Top of Records to use

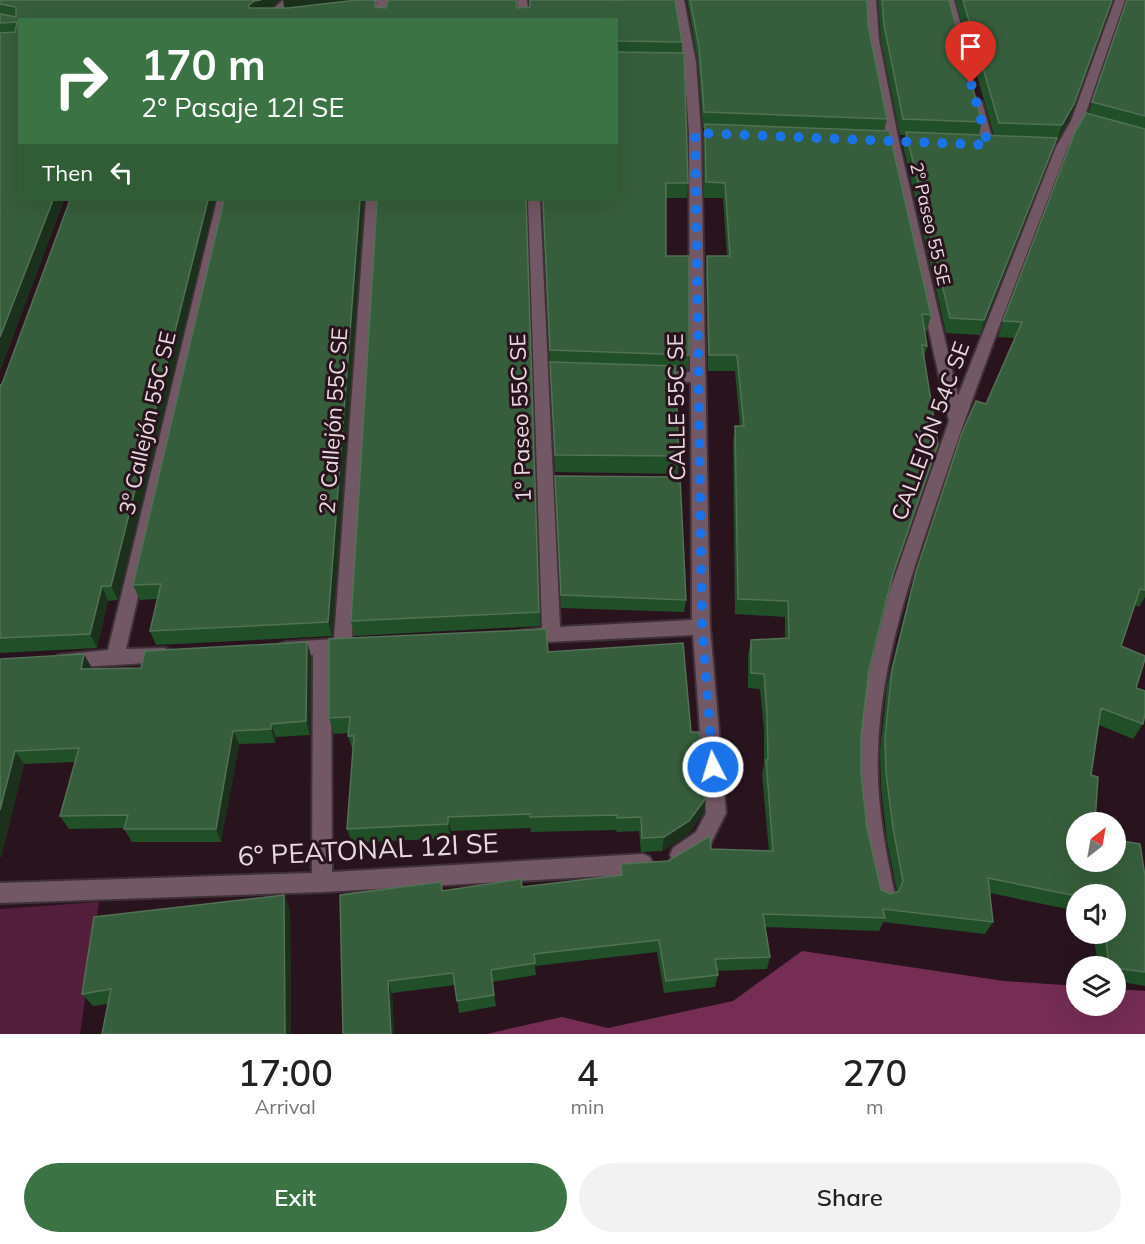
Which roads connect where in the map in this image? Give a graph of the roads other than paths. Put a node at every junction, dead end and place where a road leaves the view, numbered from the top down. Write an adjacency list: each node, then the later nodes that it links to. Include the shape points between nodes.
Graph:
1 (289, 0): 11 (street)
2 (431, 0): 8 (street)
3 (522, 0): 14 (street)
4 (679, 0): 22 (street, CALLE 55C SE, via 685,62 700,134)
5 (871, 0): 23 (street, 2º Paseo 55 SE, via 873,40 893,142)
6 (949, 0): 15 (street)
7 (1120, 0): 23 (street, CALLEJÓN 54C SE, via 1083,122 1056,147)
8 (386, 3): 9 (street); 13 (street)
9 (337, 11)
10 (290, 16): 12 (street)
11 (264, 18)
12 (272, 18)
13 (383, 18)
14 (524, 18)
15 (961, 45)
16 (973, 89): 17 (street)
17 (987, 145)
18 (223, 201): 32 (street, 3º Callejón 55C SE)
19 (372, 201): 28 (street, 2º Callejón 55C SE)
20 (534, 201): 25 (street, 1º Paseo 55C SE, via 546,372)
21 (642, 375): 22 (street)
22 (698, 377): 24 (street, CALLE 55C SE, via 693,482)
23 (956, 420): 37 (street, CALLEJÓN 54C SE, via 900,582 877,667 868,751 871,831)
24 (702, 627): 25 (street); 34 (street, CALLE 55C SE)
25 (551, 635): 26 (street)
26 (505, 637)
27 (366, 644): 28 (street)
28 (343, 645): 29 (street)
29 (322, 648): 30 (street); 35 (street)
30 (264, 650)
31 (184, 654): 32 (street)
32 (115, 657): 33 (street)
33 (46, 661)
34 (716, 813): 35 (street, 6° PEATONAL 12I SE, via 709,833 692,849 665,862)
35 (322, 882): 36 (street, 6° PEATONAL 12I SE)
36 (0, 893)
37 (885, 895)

Bottom of Records to use

#### Required action
When you repeat the data, keep it exact and drop every picture.

#### Result for this exercise
Which roads connect where in the map in this image? Give a graph of the roads other than paths. Put a node at every junction, dead end and place where a road leaves the view, numbered from the top down. Write an adjacency list: each node, then the later nodes that it links to. Include the shape points between nodes.
Graph:
1 (289, 0): 11 (street)
2 (431, 0): 8 (street)
3 (522, 0): 14 (street)
4 (679, 0): 22 (street, CALLE 55C SE, via 685,62 700,134)
5 (871, 0): 23 (street, 2º Paseo 55 SE, via 873,40 893,142)
6 (949, 0): 15 (street)
7 (1120, 0): 23 (street, CALLEJÓN 54C SE, via 1083,122 1056,147)
8 (386, 3): 9 (street); 13 (street)
9 (337, 11)
10 (290, 16): 12 (street)
11 (264, 18)
12 (272, 18)
13 (383, 18)
14 (524, 18)
15 (961, 45)
16 (973, 89): 17 (street)
17 (987, 145)
18 (223, 201): 32 (street, 3º Callejón 55C SE)
19 (372, 201): 28 (street, 2º Callejón 55C SE)
20 (534, 201): 25 (street, 1º Paseo 55C SE, via 546,372)
21 (642, 375): 22 (street)
22 (698, 377): 24 (street, CALLE 55C SE, via 693,482)
23 (956, 420): 37 (street, CALLEJÓN 54C SE, via 900,582 877,667 868,751 871,831)
24 (702, 627): 25 (street); 34 (street, CALLE 55C SE)
25 (551, 635): 26 (street)
26 (505, 637)
27 (366, 644): 28 (street)
28 (343, 645): 29 (street)
29 (322, 648): 30 (street); 35 (street)
30 (264, 650)
31 (184, 654): 32 (street)
32 (115, 657): 33 (street)
33 (46, 661)
34 (716, 813): 35 (street, 6° PEATONAL 12I SE, via 709,833 692,849 665,862)
35 (322, 882): 36 (street, 6° PEATONAL 12I SE)
36 (0, 893)
37 (885, 895)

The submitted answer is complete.